__Items from a dataset__
..............................

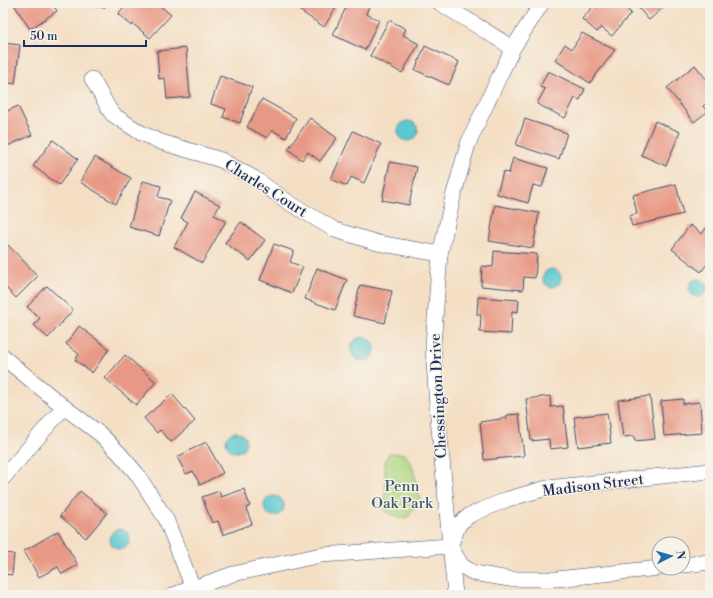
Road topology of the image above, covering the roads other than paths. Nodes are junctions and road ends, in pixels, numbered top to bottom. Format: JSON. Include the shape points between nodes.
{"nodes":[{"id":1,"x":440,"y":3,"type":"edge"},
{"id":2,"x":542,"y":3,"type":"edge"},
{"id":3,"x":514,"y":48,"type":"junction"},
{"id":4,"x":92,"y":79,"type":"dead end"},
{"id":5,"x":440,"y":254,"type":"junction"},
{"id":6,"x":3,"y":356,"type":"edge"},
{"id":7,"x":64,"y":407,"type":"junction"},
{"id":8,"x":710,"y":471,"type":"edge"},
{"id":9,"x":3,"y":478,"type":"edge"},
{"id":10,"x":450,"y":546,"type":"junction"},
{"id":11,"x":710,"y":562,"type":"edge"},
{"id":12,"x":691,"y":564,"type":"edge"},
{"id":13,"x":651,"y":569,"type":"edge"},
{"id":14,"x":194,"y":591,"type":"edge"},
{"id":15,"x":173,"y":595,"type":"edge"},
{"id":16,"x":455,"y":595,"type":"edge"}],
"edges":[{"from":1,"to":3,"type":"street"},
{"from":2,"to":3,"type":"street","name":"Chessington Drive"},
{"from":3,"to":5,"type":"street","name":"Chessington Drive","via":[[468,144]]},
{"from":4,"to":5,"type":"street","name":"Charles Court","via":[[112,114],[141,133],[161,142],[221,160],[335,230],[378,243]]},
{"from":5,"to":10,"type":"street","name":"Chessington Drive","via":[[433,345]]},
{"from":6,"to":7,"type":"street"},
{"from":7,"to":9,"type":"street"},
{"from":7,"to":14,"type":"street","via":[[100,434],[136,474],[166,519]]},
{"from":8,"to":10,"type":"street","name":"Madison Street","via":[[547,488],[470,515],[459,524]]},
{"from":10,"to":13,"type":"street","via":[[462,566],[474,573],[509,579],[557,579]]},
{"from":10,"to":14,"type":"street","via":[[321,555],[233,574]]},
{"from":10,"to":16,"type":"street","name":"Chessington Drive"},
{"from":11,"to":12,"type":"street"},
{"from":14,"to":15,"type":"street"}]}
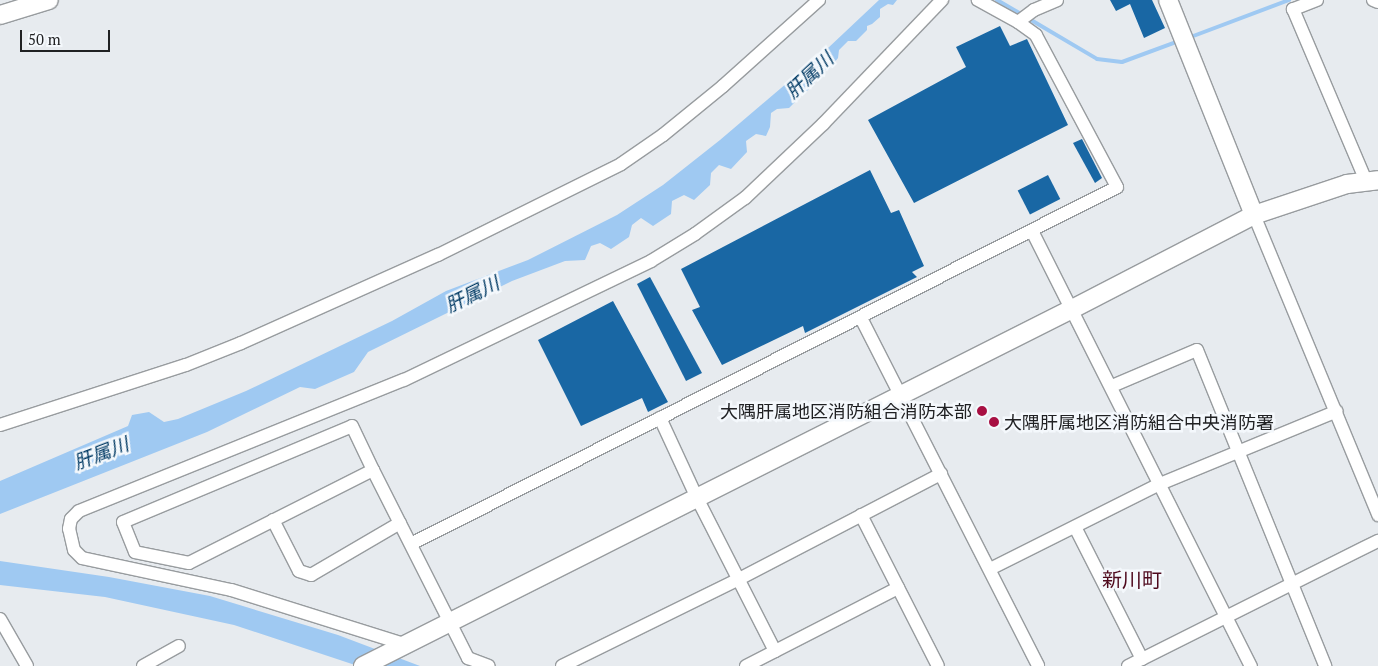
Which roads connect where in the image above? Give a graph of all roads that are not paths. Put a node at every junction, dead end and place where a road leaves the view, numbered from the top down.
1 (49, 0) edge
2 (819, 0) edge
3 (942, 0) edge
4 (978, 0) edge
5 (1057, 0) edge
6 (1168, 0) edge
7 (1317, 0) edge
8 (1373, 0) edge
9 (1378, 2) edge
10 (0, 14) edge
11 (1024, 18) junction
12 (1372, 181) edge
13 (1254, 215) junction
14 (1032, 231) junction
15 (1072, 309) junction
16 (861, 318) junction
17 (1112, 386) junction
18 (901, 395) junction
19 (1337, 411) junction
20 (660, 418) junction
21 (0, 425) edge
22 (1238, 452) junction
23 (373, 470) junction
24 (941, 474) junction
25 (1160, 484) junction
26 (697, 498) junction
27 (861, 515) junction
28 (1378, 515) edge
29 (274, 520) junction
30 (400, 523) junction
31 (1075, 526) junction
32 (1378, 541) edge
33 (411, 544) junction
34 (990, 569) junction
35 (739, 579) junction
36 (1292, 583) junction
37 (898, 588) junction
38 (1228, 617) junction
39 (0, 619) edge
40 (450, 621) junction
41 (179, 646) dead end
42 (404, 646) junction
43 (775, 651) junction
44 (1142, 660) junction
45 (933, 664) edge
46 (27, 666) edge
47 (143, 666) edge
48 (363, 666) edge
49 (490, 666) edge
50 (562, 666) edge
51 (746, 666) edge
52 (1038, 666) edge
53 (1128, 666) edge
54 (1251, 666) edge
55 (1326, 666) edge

..............................

__PROBLEM TO SOLVE__
All entries must be output exactly as they stand, and every picture must be left out.

__WRITTEN RESPONSE__
Road topology of the image above, covering the roads other than paths. Nodes are junctions and road ends, in pixels, numbered top to bottom. Format: JSON. Include the shape points between nodes.
{"nodes":[{"id":1,"x":440,"y":3,"type":"edge"},
{"id":2,"x":542,"y":3,"type":"edge"},
{"id":3,"x":514,"y":48,"type":"junction"},
{"id":4,"x":92,"y":79,"type":"dead end"},
{"id":5,"x":440,"y":254,"type":"junction"},
{"id":6,"x":3,"y":356,"type":"edge"},
{"id":7,"x":64,"y":407,"type":"junction"},
{"id":8,"x":710,"y":471,"type":"edge"},
{"id":9,"x":3,"y":478,"type":"edge"},
{"id":10,"x":450,"y":546,"type":"junction"},
{"id":11,"x":710,"y":562,"type":"edge"},
{"id":12,"x":691,"y":564,"type":"edge"},
{"id":13,"x":651,"y":569,"type":"edge"},
{"id":14,"x":194,"y":591,"type":"edge"},
{"id":15,"x":173,"y":595,"type":"edge"},
{"id":16,"x":455,"y":595,"type":"edge"}],
"edges":[{"from":1,"to":3,"type":"street"},
{"from":2,"to":3,"type":"street","name":"Chessington Drive"},
{"from":3,"to":5,"type":"street","name":"Chessington Drive","via":[[468,144]]},
{"from":4,"to":5,"type":"street","name":"Charles Court","via":[[112,114],[141,133],[161,142],[221,160],[335,230],[378,243]]},
{"from":5,"to":10,"type":"street","name":"Chessington Drive","via":[[433,345]]},
{"from":6,"to":7,"type":"street"},
{"from":7,"to":9,"type":"street"},
{"from":7,"to":14,"type":"street","via":[[100,434],[136,474],[166,519]]},
{"from":8,"to":10,"type":"street","name":"Madison Street","via":[[547,488],[470,515],[459,524]]},
{"from":10,"to":13,"type":"street","via":[[462,566],[474,573],[509,579],[557,579]]},
{"from":10,"to":14,"type":"street","via":[[321,555],[233,574]]},
{"from":10,"to":16,"type":"street","name":"Chessington Drive"},
{"from":11,"to":12,"type":"street"},
{"from":14,"to":15,"type":"street"}]}
Which roads connect where in the image above? Give a graph of all roads that are not paths. Put a node at every junction, dead end and place where a road leaves the view, numbered from the top down.
1 (49, 0) edge
2 (819, 0) edge
3 (942, 0) edge
4 (978, 0) edge
5 (1057, 0) edge
6 (1168, 0) edge
7 (1317, 0) edge
8 (1373, 0) edge
9 (1378, 2) edge
10 (0, 14) edge
11 (1024, 18) junction
12 (1372, 181) edge
13 (1254, 215) junction
14 (1032, 231) junction
15 (1072, 309) junction
16 (861, 318) junction
17 (1112, 386) junction
18 (901, 395) junction
19 (1337, 411) junction
20 (660, 418) junction
21 (0, 425) edge
22 (1238, 452) junction
23 (373, 470) junction
24 (941, 474) junction
25 (1160, 484) junction
26 (697, 498) junction
27 (861, 515) junction
28 (1378, 515) edge
29 (274, 520) junction
30 (400, 523) junction
31 (1075, 526) junction
32 (1378, 541) edge
33 (411, 544) junction
34 (990, 569) junction
35 (739, 579) junction
36 (1292, 583) junction
37 (898, 588) junction
38 (1228, 617) junction
39 (0, 619) edge
40 (450, 621) junction
41 (179, 646) dead end
42 (404, 646) junction
43 (775, 651) junction
44 (1142, 660) junction
45 (933, 664) edge
46 (27, 666) edge
47 (143, 666) edge
48 (363, 666) edge
49 (490, 666) edge
50 (562, 666) edge
51 (746, 666) edge
52 (1038, 666) edge
53 (1128, 666) edge
54 (1251, 666) edge
55 (1326, 666) edge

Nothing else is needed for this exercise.